Hamm - Von Donnerstag bis Montag (9. bis 13. März) müssen sich die Bürger in Hamm auf mehr oder weniger große Einschränkungen bei der Müllentsorgung durch den ASH einstellen. Der Grund dafür ist ein Warnstreikaufruf von Verdi. In vielen anderen Städten wird auch der ÖPNV ausfallen. Die Gewerkschaft Verdi erfährt zugleich einen Mitgliederboom.

Warnstreiks in Hamm: Recyclinghof zu, Abfuhren fallen aus

Jüngsten Angaben des Abfallwirtschafts- und Stadtreinigungsbetriebs (ASH) zufolge bleiben der Recyclinghof und die Abfall-Annahmestelle an den Zentralhallen bis Montag, 13. März geschlossen. Die Abfuhren am Donnerstag, Freitag und Montag sollen nur sehr eingeschränkt erfolgen; genauere Infos dazu liegen nicht vor. Betroffen sind Restmüll-, Wertstoff-, Papier- und/oder Bioabfall. Außerdem wird die Service-Hotline des ASH an den Warnstreiktagen nicht besetzt sein.

Der ASH weist darauf hin, dass die bestreikten Touren nicht nachgefahren werden.
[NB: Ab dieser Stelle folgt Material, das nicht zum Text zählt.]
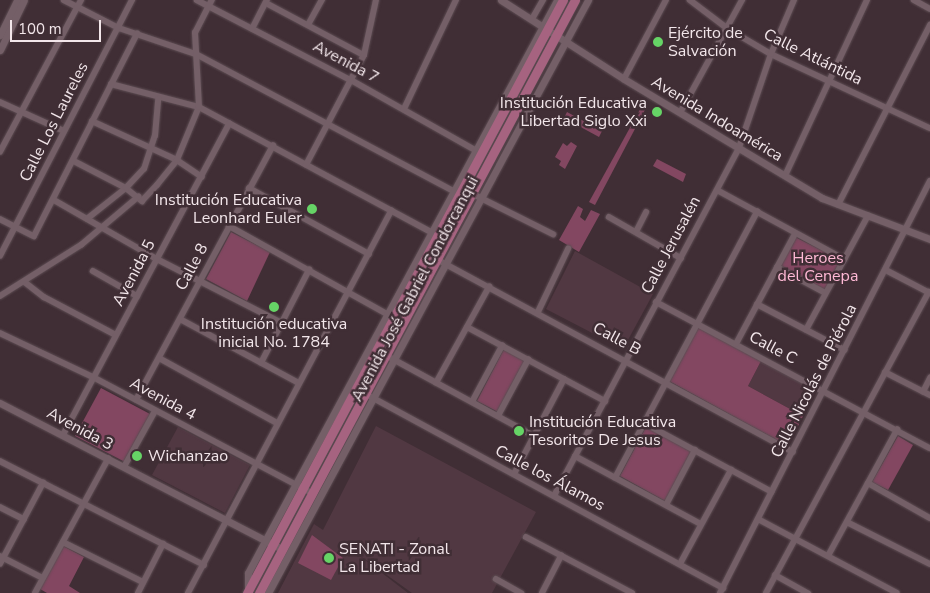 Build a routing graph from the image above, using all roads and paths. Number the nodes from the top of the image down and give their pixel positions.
1 (17, 0) edge
2 (24, 0) edge
3 (64, 0) edge
4 (81, 0) edge
5 (132, 0) edge
6 (197, 0) edge
7 (322, 0) edge
8 (376, 0) edge
9 (456, 0) edge
10 (501, 0) edge
11 (543, 0) edge
12 (557, 0) edge
13 (563, 0) edge
14 (574, 0) edge
15 (588, 0) edge
16 (666, 0) edge
17 (690, 0) edge
18 (742, 0) edge
19 (794, 0) edge
20 (867, 0) edge
21 (914, 0) edge
22 (266, 1) edge
23 (210, 3) edge
24 (76, 6) junction
25 (930, 9) edge
26 (532, 19) junction
27 (3, 20) edge
28 (308, 25) junction
29 (930, 25) edge
30 (119, 28) junction
31 (545, 28) junction
32 (727, 28) junction
33 (252, 29) junction
34 (137, 34) junction
35 (556, 34) junction
36 (0, 35) edge
37 (566, 40) junction
38 (0, 50) edge
39 (196, 54) junction
40 (771, 54) junction
41 (364, 55) junction
42 (624, 79) junction
43 (351, 80) junction
44 (829, 80) junction
45 (111, 84) junction
46 (158, 98) junction
47 (0, 102) edge
48 (199, 107) junction
49 (404, 109) junction
50 (886, 110) junction
51 (20, 112) junction
52 (680, 113) junction
53 (92, 121) junction
54 (230, 124) junction
55 (327, 124) junction
56 (930, 128) edge
57 (64, 131) junction
58 (272, 146) junction
59 (739, 148) junction
60 (152, 150) junction
61 (478, 151) junction
62 (0, 152) edge
63 (177, 160) junction
64 (74, 162) junction
65 (306, 165) junction
66 (785, 176) junction
67 (202, 177) junction
68 (930, 181) edge
69 (126, 188) junction
70 (249, 188) junction
71 (717, 190) junction
72 (456, 192) junction
73 (471, 193) junction
74 (138, 197) junction
75 (481, 198) junction
76 (54, 200) junction
77 (838, 205) junction
78 (391, 211) junction
79 (646, 212) dead end
80 (757, 212) junction
81 (868, 216) junction
82 (609, 217) dead end
83 (0, 219) edge
84 (87, 219) junction
85 (15, 226) junction
86 (229, 226) junction
87 (104, 228) junction
88 (906, 230) junction
89 (636, 232) junction
90 (434, 234) junction
91 (552, 234) dead end
92 (795, 234) junction
93 (930, 239) edge
94 (568, 249) dead end
95 (369, 254) junction
96 (0, 256) edge
97 (432, 256) junction
98 (681, 258) junction
99 (158, 259) junction
100 (844, 259) junction
101 (446, 263) junction
102 (777, 266) junction
103 (309, 270) junction
104 (886, 270) junction
105 (93, 271) dead end
106 (200, 280) junction
107 (26, 283) junction
108 (490, 287) junction
109 (348, 292) junction
110 (826, 293) junction
111 (929, 293) edge
112 (0, 296) edge
113 (137, 296) junction
114 (656, 302) junction
115 (757, 304) junction
116 (538, 312) junction
117 (394, 317) junction
118 (180, 319) junction
119 (282, 323) junction
120 (697, 323) junction
121 (467, 327) junction
122 (806, 330) junction
123 (0, 334) edge
124 (116, 335) junction
125 (736, 344) junction
126 (502, 346) junction
127 (845, 350) junction
128 (384, 354) junction
129 (159, 358) junction
130 (394, 360) junction
131 (528, 360) junction
132 (626, 360) junction
133 (261, 362) junction
134 (885, 372) junction
135 (93, 378) junction
136 (930, 378) edge
137 (564, 379) junction
138 (665, 381) junction
139 (436, 382) junction
140 (299, 383) junction
141 (824, 391) junction
142 (923, 392) junction
143 (364, 393) junction
144 (930, 395) edge
145 (373, 398) junction
146 (136, 400) junction
147 (604, 401) junction
148 (472, 402) junction
149 (0, 403) edge
150 (155, 411) junction
151 (863, 412) junction
152 (498, 416) junction
153 (278, 423) junction
154 (644, 423) junction
155 (898, 430) junction
156 (62, 435) junction
157 (534, 436) junction
158 (930, 448) edge
159 (695, 450) junction
160 (793, 452) junction
161 (575, 456) junction
162 (108, 459) junction
163 (0, 461) edge
164 (256, 464) junction
165 (124, 467) junction
166 (731, 470) junction
167 (514, 474) junction
168 (615, 478) junction
169 (43, 483) junction
170 (868, 483) junction
171 (298, 486) junction
172 (310, 492) junction
173 (772, 492) junction
174 (554, 496) junction
175 (84, 504) junction
176 (666, 505) junction
177 (0, 507) edge
178 (930, 518) edge
179 (24, 519) junction
180 (758, 519) junction
181 (228, 521) junction
182 (847, 522) junction
183 (701, 524) junction
184 (526, 537) dead end
185 (795, 538) junction
186 (63, 542) junction
187 (163, 544) junction
188 (272, 544) junction
189 (561, 556) junction
190 (828, 556) junction
191 (2, 557) edge
192 (0, 564) edge
193 (204, 564) junction
194 (680, 564) junction
195 (930, 564) edge
196 (775, 575) junction
197 (43, 578) junction
198 (496, 579) dead end
199 (143, 582) junction
200 (722, 590) edge
201 (38, 592) edge
202 (247, 592) edge
203 (138, 593) edge
204 (188, 593) edge
205 (259, 593) edge
206 (268, 593) edge
207 (521, 593) edge
208 (542, 593) edge
209 (632, 593) edge
210 (766, 593) edge
211 (808, 593) edge
212 (897, 593) edge

1 - 27 street
2 - 38 street
3 - 24 street
4 - 24 street
5 - 30 street, Calle Los Laureles
6 - 23 street, Avenida 7
7 - 28 street
8 - 41 street
9 - 49 street
10 - 26 street, Avenida Indoamérica
11 - 26 street
12 - 31 street, Avenida José Gabriel Condorcanqui
13 - 31 highway, Avenida José Gabriel Condorcanqui
14 - 35 highway, Avenida José Gabriel Condorcanqui
15 - 37 street, Avenida José Gabriel Condorcanqui
16 - 42 street
17 - 32 street, Calle Atlántida
18 - 32 street
19 - 40 street, Calle Jerusalén
20 - 44 street
21 - 25 street
22 - 28 street
22 - 33 street
23 - 33 street, Avenida 7
23 - 39 street
24 - 30 street
24 - 51 street
26 - 31 street, Avenida Indoamérica
27 - 36 street
28 - 41 street
29 - 50 street
30 - 34 street
30 - 57 street, Calle Los Laureles
31 - 35 street, Avenida Indoamérica
31 - 61 highway, Avenida José Gabriel Condorcanqui
32 - 40 street, Calle Atlántida
32 - 52 street
33 - 43 street, Avenida 7
34 - 39 street
34 - 45 street
35 - 37 street, Avenida Indoamérica
35 - 73 highway, Avenida José Gabriel Condorcanqui
37 - 42 street, Avenida Indoamérica
37 - 75 street, Avenida José Gabriel Condorcanqui
39 - 48 street
39 - 55 street
40 - 44 street, Calle Atlántida
40 - 59 street, Calle Jerusalén
41 - 43 street
42 - 52 street, Avenida Indoamérica
43 - 49 street, Avenida 7
43 - 55 street
44 - 50 street, Calle Atlántida
44 - 66 street
45 - 46 street
45 - 53 street
46 - 48 street
46 - 60 street
47 - 51 street
48 - 54 street
48 - 63 street
49 - 61 street, Avenida 7
50 - 56 street, Calle Atlántida
50 - 77 street
51 - 57 street
51 - 62 street
52 - 59 street, Avenida Indoamérica
53 - 60 street
53 - 64 street
54 - 58 street
54 - 67 street, Avenida 5
55 - 65 street
55 - 72 street
57 - 85 street, Calle Los Laureles
58 - 65 street
58 - 70 street, Calle 8
59 - 66 street, Avenida Indoamérica
59 - 71 street, Calle Jerusalén
60 - 63 street
60 - 69 street
61 - 72 highway, Avenida José Gabriel Condorcanqui
63 - 67 street
63 - 74 street
64 - 69 street
64 - 76 street
65 - 78 street
66 - 77 street, Avenida Indoamérica
67 - 99 street, Avenida 5
68 - 88 street, Calle Nicolás de Piérola
69 - 74 street
69 - 84 street
70 - 86 street, Calle 8
70 - 95 street
71 - 80 street
71 - 98 street, Calle Jerusalén
72 - 73 street
72 - 90 highway, Avenida José Gabriel Condorcanqui
73 - 75 street
73 - 97 highway, Avenida José Gabriel Condorcanqui
74 - 87 street
75 - 91 street
75 - 101 street, Avenida José Gabriel Condorcanqui
76 - 84 street
76 - 85 street
77 - 81 street, Avenida Indoamérica
78 - 90 street
78 - 95 street
79 - 89 street
80 - 92 street
80 - 120 street
81 - 88 street, Avenida Indoamérica
81 - 100 street
82 - 89 street
83 - 85 street
84 - 87 street
85 - 96 street, Calle Los Laureles
86 - 103 street
86 - 106 street, Calle 8
87 - 99 street
87 - 107 street
88 - 93 street, Avenida Indoamérica
88 - 104 street, Calle Nicolás de Piérola
89 - 98 street
90 - 97 highway, Avenida José Gabriel Condorcanqui
90 - 117 street, Avenida José Gabriel Condorcanqui
92 - 100 street
92 - 102 street
94 - 116 street
95 - 109 street
97 - 101 street, Calle B
97 - 117 highway, Avenida José Gabriel Condorcanqui
98 - 114 street, Calle Jerusalén
99 - 106 street
99 - 113 street, Avenida 5
100 - 110 street
101 - 108 street, Calle B
101 - 130 street, Avenida José Gabriel Condorcanqui
102 - 110 street
102 - 115 street
103 - 109 street
103 - 119 street
104 - 111 street
104 - 127 street, Calle Nicolás de Piérola
105 - 113 street
106 - 118 street, Calle 8
106 - 119 street
107 - 112 street
107 - 124 street
108 - 116 street, Calle B
108 - 121 street
109 - 117 street
109 - 140 street
110 - 122 street
111 - 134 street
113 - 124 street, Avenida 5
114 - 120 street, Calle C
114 - 132 street, Calle Jerusalén
115 - 122 street
115 - 125 street
116 - 132 street, Calle B
117 - 128 highway, Avenida José Gabriel Condorcanqui
117 - 171 highway, Avenida José Gabriel Condorcanqui
118 - 129 street, Calle 8
118 - 133 street
119 - 133 street
120 - 125 street, Calle C
120 - 138 street
121 - 126 street
121 - 139 street
122 - 127 street
123 - 135 street, Avenida 4
124 - 135 street, Avenida 5
125 - 141 street, Calle C
126 - 131 street
126 - 148 street
127 - 141 street, Calle Nicolás de Piérola
128 - 130 street
128 - 143 highway, Avenida José Gabriel Condorcanqui
129 - 146 street, Calle 8
129 - 153 street
130 - 139 street
130 - 145 street, Avenida José Gabriel Condorcanqui
131 - 137 street
131 - 152 street
132 - 138 street, Calle B
132 - 147 street, Calle Jerusalén
133 - 140 street
134 - 142 street
134 - 151 street
135 - 146 street, Avenida 4
135 - 156 street, Avenida 5
136 - 142 street
137 - 147 street
137 - 157 street
138 - 154 street
138 - 160 street, Calle B
139 - 148 street
140 - 153 street
141 - 151 street, Calle C
141 - 160 street, Calle Nicolás de Piérola
142 - 144 street
143 - 145 street, Calle los Álamos
143 - 172 highway, Avenida José Gabriel Condorcanqui
145 - 167 street, Calle los Álamos
145 - 206 street, Avenida José Gabriel Condorcanqui
146 - 150 street, Avenida 4
147 - 161 street, Calle Jerusalén
148 - 152 street
149 - 156 street, Avenida 3
150 - 164 street, Avenida 4
150 - 165 street
151 - 155 street, Calle C
151 - 185 street
152 - 157 street
153 - 164 street
154 - 159 street
154 - 168 street
155 - 158 street, Calle C
155 - 170 street
156 - 162 street, Avenida 3
157 - 167 street
159 - 166 street
159 - 176 street
160 - 173 street, Calle Nicolás de Piérola
161 - 168 street
161 - 174 street, Calle Jerusalén
162 - 165 street, Avenida 3
162 - 175 street
163 - 169 street
164 - 171 street, Avenida 4
164 - 181 street
165 - 181 street, Avenida 3
166 - 173 street
166 - 183 street
167 - 174 street, Calle los Álamos
168 - 176 street
169 - 175 street
169 - 179 street
170 - 178 street
170 - 182 street
171 - 172 street, Avenida 4
171 - 188 highway, Avenida José Gabriel Condorcanqui
172 - 188 highway, Avenida José Gabriel Condorcanqui
173 - 180 street, Calle Nicolás de Piérola
174 - 194 street, Calle los Álamos
175 - 186 street
175 - 187 street
176 - 183 street
177 - 179 street
179 - 191 street
180 - 185 street
180 - 200 street, Calle Nicolás de Piérola
181 - 188 street, Avenida 3
181 - 193 street
182 - 190 street
182 - 195 street
183 - 194 street
184 - 189 street
185 - 190 street
185 - 196 street
186 - 197 street
186 - 199 street
187 - 193 street
187 - 199 street
188 - 202 highway, Avenida José Gabriel Condorcanqui
188 - 205 highway, Avenida José Gabriel Condorcanqui
189 - 208 street
189 - 209 street
190 - 212 street
191 - 192 street
191 - 197 street
193 - 204 street
194 - 200 street, Calle los Álamos
196 - 210 street
196 - 211 street
197 - 201 street
198 - 207 street
199 - 203 street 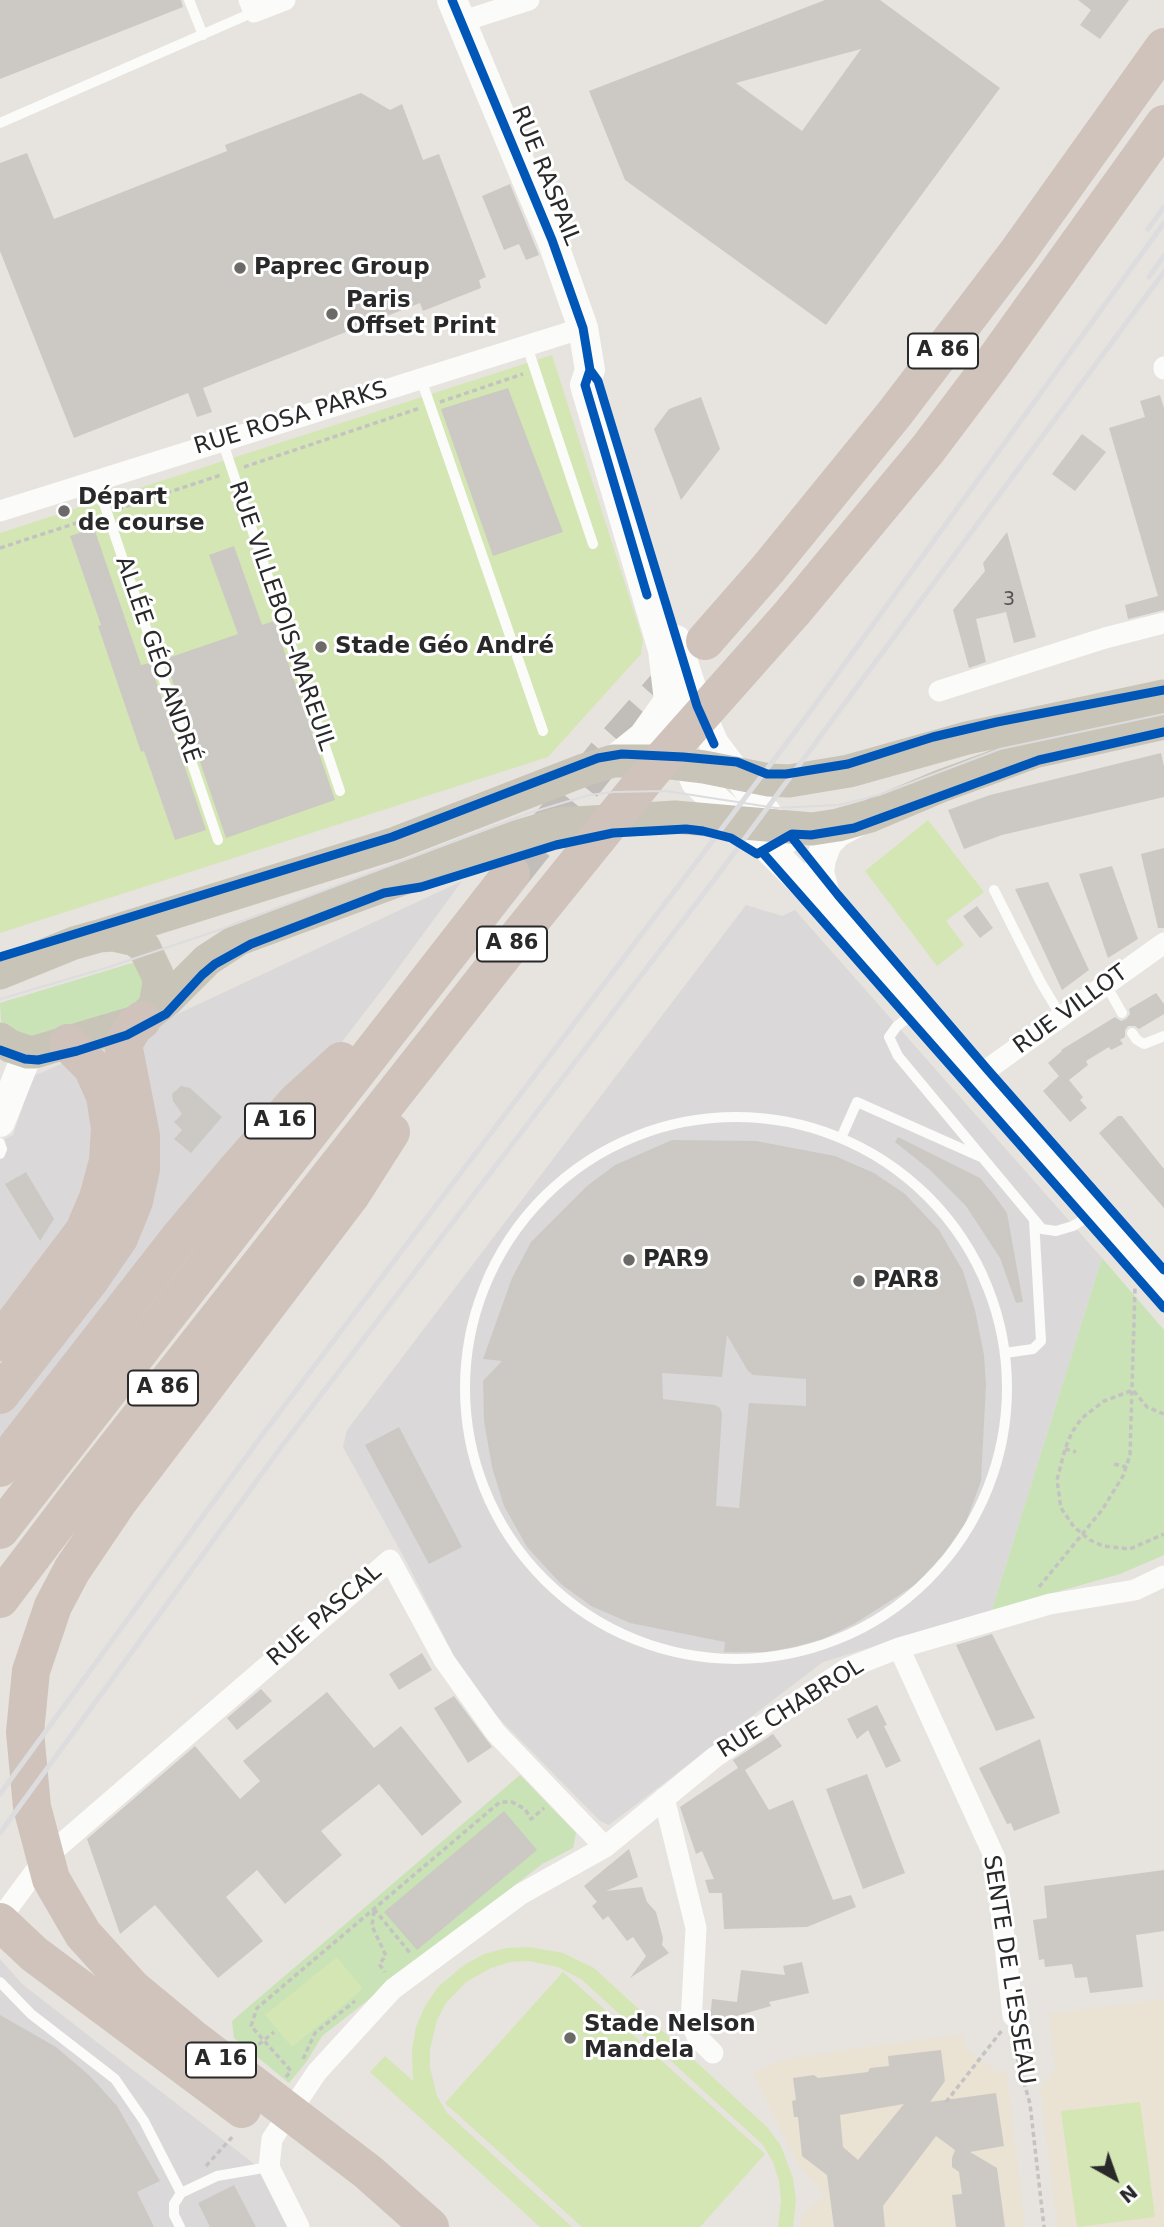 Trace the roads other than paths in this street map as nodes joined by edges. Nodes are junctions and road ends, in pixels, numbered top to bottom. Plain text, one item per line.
1 (189, 0) edge
2 (285, 0) edge
3 (529, 0) edge
4 (251, 6) edge
5 (456, 11) edge
6 (203, 35) junction
7 (1164, 47) edge
8 (0, 123) edge
9 (1164, 124) edge
10 (583, 328) junction
11 (527, 346) junction
12 (421, 379) junction
13 (222, 440) junction
14 (96, 480) junction
15 (0, 511) edge
16 (593, 544) dead end
17 (654, 591) junction
18 (1164, 623) edge
19 (705, 641) dead end
20 (939, 691) dead end
21 (1164, 696) edge
22 (669, 701) junction
23 (1164, 724) edge
24 (543, 731) dead end
25 (935, 747) junction
26 (613, 761) junction
27 (700, 765) junction
28 (737, 775) junction
29 (340, 790) dead end
30 (866, 818) junction
31 (559, 824) junction
32 (762, 827) junction
33 (218, 840) dead end
34 (511, 874) tunnel mouth
35 (817, 884) junction
36 (994, 890) dead end
37 (87, 940) junction
38 (1164, 943) edge
39 (0, 965) edge
40 (0, 973) edge
41 (1106, 985) junction
42 (919, 1009) junction
43 (1122, 1013) dead end
44 (145, 1018) junction
45 (1062, 1018) junction
46 (396, 1020) junction
47 (1132, 1033) dead end
48 (442, 1034) junction
49 (1164, 1036) edge
50 (68, 1042) junction
51 (14, 1046) edge
52 (978, 1076) junction
53 (0, 1122) edge
54 (841, 1138) junction
55 (0, 1143) edge
56 (0, 1154) edge
57 (985, 1159) junction
58 (1096, 1212) junction
59 (1034, 1220) junction
60 (1145, 1283) edge
61 (0, 1342) edge
62 (1005, 1353) junction
63 (0, 1395) edge
64 (2, 1466) edge
65 (0, 1530) edge
66 (1164, 1576) edge
67 (0, 1599) edge
68 (899, 1648) junction
69 (664, 1798) junction
70 (605, 1847) junction
71 (0, 1921) edge
72 (0, 1982) edge
73 (1013, 2016) road end
74 (713, 2053) dead end
75 (293, 2147) junction
76 (181, 2193) junction
77 (180, 2227) edge
78 (299, 2227) edge
79 (392, 2227) edge
80 (430, 2227) edge

1 - 6 lane
2 - 4 street
3 - 5 street
4 - 6 lane
5 - 10 street, RUE RASPAIL
6 - 8 lane
7 - 19 highway, A 86
9 - 48 highway, A 86
10 - 11 street, RUE ROSA PARKS
10 - 17 street, RUE RASPAIL
11 - 12 street, RUE ROSA PARKS
11 - 16 lane
12 - 13 street, RUE ROSA PARKS
12 - 24 lane
13 - 14 street, RUE ROSA PARKS
13 - 29 lane, RUE VILLEBOIS-MAREUIL
14 - 15 street, RUE ROSA PARKS
14 - 33 lane, ALLÉE GÉO ANDRÉ
17 - 22 street
17 - 27 street
18 - 20 street
21 - 25 main road
22 - 26 street
22 - 27 street
23 - 30 main road
25 - 28 main road
25 - 32 street
26 - 27 main road
26 - 37 main road
27 - 28 main road
27 - 31 street
27 - 32 street
28 - 32 street
30 - 32 main road
30 - 35 street
31 - 32 main road
31 - 44 main road
32 - 35 street
34 - 46 highway, A 86
35 - 42 street
36 - 45 lane
37 - 39 main road
37 - 40 main road
37 - 44 main road
38 - 41 street, RUE VILLOT
41 - 43 lane
41 - 45 street, RUE VILLOT
42 - 52 street
42 - 57 lane
44 - 50 main road
44 - 63 highway
45 - 52 street, RUE VILLOT
46 - 64 highway, A 16
46 - 65 highway, A 86
47 - 49 lane
48 - 67 highway, A 86
48 - 75 highway, A 16
50 - 51 main road
50 - 61 highway
51 - 53 street
52 - 58 street
54 - 57 lane
54 - 62 lane
54 - 62 lane
55 - 56 lane
57 - 59 lane
58 - 59 lane
58 - 60 street
59 - 62 lane
66 - 68 street, RUE CHABROL
68 - 69 street, RUE CHABROL
68 - 73 street, SENTE DE L'ESSEAU
69 - 70 street, RUE CHABROL
69 - 74 street
70 - 71 street, RUE PASCAL
70 - 75 street, RUE CHABROL
71 - 75 highway, A 16
72 - 76 lane
75 - 76 lane
75 - 78 street
75 - 79 highway, A 16
75 - 80 highway, A 16
76 - 77 lane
Betroffene Behälter sollen auf die Grundstücke zurückgestellt und bei der nächsten planmäßigen Tour wieder bereitgestellt werden. Immerhin: Als Ersatz dürfen bei der nächsten regulären Leerung auch Säcke und/oder Kartons neben den jeweiligen Behältern „in angemessenem Umfang“ zur Abfuhr gestellt werden.

Wertstoffe und Papier können nach dem Warnstreik alternativ gebührenfrei am Recyclinghof am Lausbach in Bockum-Hövel abgegeben werden, Papier auch an den Zentralhallen.

Warnstreiks in Hamm: Kitas kaum betroffen

An diesem Mittwoch, 8. März, wurde in der Kita Sonnenhaus im Hammer Westen eine Notbetreuung organisiert, hatte Stadtsprecher Lukas Huster bereits am Dienstag mitgeteilt. Die Eltern seien über die voraussichtlichen Einschränkungen informiert worden. Weitere städtische Kitas seien zumindest in Hamm „nicht soweit betroffen, dass ein Notbetrieb eingerichtet werden müsste“.